> REQUIREMENT:
From the records below, state how many lines hold the string "street", without any other text.

> DATA RECORDS:

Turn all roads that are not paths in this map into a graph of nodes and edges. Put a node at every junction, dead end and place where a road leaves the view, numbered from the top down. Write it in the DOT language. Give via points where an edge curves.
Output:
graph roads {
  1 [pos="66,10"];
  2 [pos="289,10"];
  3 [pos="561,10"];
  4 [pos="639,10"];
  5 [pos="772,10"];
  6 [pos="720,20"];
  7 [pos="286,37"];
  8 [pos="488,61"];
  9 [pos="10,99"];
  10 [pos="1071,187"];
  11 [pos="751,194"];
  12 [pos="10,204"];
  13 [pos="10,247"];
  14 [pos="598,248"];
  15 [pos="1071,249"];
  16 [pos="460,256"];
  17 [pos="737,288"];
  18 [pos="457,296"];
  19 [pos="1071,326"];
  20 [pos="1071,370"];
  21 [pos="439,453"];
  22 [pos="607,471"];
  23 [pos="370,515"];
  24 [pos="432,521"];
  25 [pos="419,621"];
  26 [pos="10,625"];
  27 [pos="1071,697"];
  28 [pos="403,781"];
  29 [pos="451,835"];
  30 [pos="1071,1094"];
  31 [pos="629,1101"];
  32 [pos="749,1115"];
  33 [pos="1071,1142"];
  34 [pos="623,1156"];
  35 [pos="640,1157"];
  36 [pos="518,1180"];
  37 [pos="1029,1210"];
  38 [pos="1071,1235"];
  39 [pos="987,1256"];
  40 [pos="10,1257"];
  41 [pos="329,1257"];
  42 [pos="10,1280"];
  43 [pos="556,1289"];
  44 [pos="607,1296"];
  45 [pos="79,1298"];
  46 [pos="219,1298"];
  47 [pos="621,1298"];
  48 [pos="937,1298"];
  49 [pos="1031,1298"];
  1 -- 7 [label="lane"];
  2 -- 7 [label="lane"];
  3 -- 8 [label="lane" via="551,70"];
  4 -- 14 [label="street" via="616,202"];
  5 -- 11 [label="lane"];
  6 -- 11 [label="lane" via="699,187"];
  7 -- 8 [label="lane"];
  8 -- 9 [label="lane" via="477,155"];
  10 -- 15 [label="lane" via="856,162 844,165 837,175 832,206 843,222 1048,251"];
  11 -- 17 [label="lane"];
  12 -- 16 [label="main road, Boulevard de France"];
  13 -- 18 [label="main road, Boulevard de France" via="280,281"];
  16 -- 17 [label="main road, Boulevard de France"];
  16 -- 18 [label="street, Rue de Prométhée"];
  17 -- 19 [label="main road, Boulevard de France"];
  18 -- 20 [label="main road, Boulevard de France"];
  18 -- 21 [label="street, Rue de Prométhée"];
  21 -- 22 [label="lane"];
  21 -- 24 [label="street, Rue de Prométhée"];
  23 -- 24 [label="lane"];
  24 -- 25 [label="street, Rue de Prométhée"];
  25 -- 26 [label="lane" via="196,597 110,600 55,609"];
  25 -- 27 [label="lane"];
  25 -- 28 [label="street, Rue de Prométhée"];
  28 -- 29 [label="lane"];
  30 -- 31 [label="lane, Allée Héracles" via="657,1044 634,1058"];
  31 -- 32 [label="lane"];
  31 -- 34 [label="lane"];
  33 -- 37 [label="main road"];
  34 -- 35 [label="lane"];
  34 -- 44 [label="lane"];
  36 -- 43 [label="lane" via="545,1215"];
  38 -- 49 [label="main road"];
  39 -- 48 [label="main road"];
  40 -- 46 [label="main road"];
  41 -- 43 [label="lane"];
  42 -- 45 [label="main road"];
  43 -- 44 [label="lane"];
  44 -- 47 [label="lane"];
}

> REPLY:
6